The Suburban Idyll. Dad, Mum, the kids and the dog pose before the key talismans of individual and familial success in the 1950s and 60s: a new home in the suburbs, a new car, and that prized symbol of the homeowner's annual escape from the suburban dream - a boat. But rich as suburbia's citizens believed themselves to be, they were nowhere near as wealthy as the private speculators who'd invented, constructed and profited so hugely from the new suburban "lifestyle".
WHEN I was a lad of nine or ten, my parents shifted the family to Invercargill. From the big ranch-slider doors of our brand new house on the northern fringe of the city, I looked out on to empty sections, and, beyond these ready-made playgrounds of cocksfoot and broom, to the rolling farmland of rural Southland. Rushing around the neighbourhood, I never paused to wonder who owned all these vacant lots, and it certainly never occurred to me that someone, somewhere, was becoming very rich by virtue of the fact that New Zealand was a healthy, prosperous nation in the midst of a baby boom.
Property speculation has always been the evil twin of New Zealand’s growth and development. Wherever people have settled; wherever the bush has been felled and the swamps drained; wherever, with back-breaking labour, fences have been erected, bridges built, and roads and railways laid down; there also, lurking in the shadows, have been the property speculators, ready to pocket the "unearned increment" that naturally accrues from mankind’s "improvement" of the natural environment.
The essential parasitism of the property speculator was much more apparent to the early settlers of New Zealand than it is to us today. The people who built our villages, towns and cities were only too aware of what they had collectively contributed and achieved, and they were loathe to permit anyone who hadn’t borne their fair share of the effort to walk away with the lion’s share of the profits.
It is the reason why, even today, business premises still pay a higher rate than personal dwellings.

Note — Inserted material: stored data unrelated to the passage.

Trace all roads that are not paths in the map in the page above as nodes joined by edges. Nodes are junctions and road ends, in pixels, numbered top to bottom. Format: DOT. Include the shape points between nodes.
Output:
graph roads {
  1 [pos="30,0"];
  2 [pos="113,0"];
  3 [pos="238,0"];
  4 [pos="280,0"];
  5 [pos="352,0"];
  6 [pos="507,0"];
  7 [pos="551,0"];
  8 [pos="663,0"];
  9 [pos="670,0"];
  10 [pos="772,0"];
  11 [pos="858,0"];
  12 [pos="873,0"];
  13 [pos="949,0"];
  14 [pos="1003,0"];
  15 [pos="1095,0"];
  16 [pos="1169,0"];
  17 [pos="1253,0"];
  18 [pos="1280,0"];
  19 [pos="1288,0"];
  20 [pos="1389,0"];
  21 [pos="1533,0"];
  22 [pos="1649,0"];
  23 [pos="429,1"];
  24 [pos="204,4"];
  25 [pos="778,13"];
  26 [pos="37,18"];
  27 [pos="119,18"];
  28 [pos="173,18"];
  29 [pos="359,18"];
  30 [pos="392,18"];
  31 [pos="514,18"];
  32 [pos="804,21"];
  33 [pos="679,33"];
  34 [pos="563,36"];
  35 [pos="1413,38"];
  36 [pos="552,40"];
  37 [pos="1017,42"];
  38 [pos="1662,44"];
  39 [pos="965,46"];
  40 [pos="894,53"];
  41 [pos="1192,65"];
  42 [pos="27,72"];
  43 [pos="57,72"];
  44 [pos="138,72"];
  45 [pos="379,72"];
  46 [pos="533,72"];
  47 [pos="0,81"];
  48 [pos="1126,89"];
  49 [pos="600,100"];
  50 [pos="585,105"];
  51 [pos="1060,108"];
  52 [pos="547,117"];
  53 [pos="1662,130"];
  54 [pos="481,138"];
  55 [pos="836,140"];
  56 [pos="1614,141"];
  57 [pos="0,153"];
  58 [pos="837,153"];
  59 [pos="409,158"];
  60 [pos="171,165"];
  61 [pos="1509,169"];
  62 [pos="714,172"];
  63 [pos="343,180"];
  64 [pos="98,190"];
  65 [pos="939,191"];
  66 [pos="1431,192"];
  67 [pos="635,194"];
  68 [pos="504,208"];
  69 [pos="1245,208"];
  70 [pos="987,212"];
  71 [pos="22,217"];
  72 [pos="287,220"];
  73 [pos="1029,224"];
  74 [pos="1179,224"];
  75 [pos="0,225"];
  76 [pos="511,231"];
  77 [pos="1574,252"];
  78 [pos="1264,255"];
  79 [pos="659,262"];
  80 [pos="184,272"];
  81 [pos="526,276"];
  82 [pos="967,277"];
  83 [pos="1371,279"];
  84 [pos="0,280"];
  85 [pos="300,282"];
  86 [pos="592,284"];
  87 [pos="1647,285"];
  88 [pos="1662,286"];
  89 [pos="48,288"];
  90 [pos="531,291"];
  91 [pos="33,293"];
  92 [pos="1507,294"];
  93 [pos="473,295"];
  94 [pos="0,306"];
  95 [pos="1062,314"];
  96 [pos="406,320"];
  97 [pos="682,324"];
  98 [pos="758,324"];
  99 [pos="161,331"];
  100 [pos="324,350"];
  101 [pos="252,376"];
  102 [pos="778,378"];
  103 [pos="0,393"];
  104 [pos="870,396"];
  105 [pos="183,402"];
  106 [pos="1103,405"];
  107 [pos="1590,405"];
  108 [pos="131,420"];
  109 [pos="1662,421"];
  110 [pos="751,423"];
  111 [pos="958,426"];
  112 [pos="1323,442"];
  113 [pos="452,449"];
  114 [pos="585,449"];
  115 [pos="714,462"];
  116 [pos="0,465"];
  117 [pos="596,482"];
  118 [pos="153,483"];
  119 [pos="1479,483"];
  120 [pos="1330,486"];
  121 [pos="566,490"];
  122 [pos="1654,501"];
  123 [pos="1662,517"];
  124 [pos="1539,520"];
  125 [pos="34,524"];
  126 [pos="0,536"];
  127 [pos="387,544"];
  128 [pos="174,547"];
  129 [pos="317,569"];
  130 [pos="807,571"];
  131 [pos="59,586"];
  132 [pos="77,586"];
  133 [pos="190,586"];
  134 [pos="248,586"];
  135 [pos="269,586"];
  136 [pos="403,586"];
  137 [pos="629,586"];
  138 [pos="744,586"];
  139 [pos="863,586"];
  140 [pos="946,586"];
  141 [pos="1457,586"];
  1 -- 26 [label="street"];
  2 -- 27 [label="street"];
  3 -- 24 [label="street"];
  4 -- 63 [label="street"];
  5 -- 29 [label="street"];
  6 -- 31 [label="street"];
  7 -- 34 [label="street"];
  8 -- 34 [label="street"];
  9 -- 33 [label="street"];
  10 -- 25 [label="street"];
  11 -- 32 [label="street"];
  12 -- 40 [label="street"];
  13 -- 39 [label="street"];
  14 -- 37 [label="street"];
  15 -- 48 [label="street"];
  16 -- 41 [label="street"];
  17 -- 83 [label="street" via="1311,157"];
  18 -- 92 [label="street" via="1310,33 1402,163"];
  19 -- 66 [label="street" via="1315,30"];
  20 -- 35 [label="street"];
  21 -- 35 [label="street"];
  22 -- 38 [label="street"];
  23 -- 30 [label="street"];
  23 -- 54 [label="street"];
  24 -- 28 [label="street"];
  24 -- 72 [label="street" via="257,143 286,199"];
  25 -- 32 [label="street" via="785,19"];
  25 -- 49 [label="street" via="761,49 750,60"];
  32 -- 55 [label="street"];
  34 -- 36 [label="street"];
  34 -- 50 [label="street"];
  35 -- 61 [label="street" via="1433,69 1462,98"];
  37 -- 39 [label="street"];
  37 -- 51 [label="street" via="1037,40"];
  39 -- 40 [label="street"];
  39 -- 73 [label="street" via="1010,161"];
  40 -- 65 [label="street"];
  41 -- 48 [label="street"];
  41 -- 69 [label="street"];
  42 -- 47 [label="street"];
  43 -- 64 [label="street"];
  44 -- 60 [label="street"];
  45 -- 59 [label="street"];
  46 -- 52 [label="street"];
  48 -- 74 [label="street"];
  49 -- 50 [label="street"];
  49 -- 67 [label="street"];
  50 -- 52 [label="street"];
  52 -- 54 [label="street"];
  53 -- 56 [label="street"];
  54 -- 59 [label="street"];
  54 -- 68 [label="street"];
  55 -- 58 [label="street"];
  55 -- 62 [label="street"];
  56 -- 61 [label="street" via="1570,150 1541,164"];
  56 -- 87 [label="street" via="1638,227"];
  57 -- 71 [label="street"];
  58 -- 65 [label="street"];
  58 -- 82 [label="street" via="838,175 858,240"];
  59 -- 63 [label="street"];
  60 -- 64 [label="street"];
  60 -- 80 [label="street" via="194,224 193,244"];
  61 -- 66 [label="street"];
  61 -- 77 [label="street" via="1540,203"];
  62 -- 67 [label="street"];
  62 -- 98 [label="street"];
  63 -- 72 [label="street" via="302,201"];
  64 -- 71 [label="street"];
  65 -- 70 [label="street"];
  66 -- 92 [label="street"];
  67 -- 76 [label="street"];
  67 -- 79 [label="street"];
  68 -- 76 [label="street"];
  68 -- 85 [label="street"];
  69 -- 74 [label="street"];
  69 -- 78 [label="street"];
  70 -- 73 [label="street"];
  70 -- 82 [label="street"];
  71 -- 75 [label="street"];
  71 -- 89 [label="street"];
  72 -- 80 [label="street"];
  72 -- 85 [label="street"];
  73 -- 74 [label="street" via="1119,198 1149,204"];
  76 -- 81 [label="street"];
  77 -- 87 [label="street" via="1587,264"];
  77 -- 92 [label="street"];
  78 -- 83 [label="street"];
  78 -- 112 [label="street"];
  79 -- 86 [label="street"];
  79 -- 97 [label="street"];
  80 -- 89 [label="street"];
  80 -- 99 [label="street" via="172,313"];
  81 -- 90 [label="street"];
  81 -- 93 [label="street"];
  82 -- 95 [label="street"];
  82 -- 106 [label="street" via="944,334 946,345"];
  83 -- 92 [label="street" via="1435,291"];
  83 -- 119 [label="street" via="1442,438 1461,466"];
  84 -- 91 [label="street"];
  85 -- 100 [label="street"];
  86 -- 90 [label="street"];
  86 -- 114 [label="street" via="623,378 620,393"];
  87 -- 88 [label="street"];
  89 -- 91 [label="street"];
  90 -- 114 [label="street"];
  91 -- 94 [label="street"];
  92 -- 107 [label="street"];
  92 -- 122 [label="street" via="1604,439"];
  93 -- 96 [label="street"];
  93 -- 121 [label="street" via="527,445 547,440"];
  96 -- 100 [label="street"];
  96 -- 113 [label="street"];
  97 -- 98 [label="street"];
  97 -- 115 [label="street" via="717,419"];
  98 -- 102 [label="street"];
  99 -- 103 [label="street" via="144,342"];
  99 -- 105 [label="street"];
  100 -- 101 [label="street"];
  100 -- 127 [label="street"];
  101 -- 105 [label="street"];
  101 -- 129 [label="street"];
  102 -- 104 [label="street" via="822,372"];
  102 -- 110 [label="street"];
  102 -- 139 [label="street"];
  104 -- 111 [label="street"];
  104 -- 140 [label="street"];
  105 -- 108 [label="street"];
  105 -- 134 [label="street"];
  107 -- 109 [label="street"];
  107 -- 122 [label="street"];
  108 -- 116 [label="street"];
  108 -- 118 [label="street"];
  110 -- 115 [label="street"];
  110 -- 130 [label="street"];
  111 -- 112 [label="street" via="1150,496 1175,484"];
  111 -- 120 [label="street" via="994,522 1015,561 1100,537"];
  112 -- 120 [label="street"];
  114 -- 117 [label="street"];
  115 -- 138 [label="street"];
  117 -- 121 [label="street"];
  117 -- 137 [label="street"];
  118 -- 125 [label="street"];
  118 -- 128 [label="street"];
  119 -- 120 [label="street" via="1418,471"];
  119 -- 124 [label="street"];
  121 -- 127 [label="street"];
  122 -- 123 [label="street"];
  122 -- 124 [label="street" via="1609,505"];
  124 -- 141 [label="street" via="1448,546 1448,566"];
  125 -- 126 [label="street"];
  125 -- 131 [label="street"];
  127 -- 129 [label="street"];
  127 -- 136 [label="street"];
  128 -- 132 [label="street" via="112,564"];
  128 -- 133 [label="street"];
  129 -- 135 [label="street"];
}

Without human-beings there can be no market for the goods and services local merchants provide, and without the natural increase in population their enterprises cannot grow. The differential rating system is a form of tax on the commercial benefits which any expanding urban centre naturally confers upon its business sector. When returned to the local inhabitants in the form of improved public amenities, this unearned increment not only enhances the quality of their lives, but also makes their towns and cities more attractive places in which to settle, thereby creating an environment even more conducive to doing business.
All this was plain to our grandparents and great-grandparents, but, tragically, it is much less obvious to us. To the generations born since the great, post-war suburban sprawl, our towns and cities are no longer seen as things human-beings have imposed upon the landscape – they have simply become the landscape.
This indifference to the realities of urban growth and development has allowed the property speculators to make millions of untaxed dollars while imposing higher and higher costs upon the nation’s ratepayers and taxpayers.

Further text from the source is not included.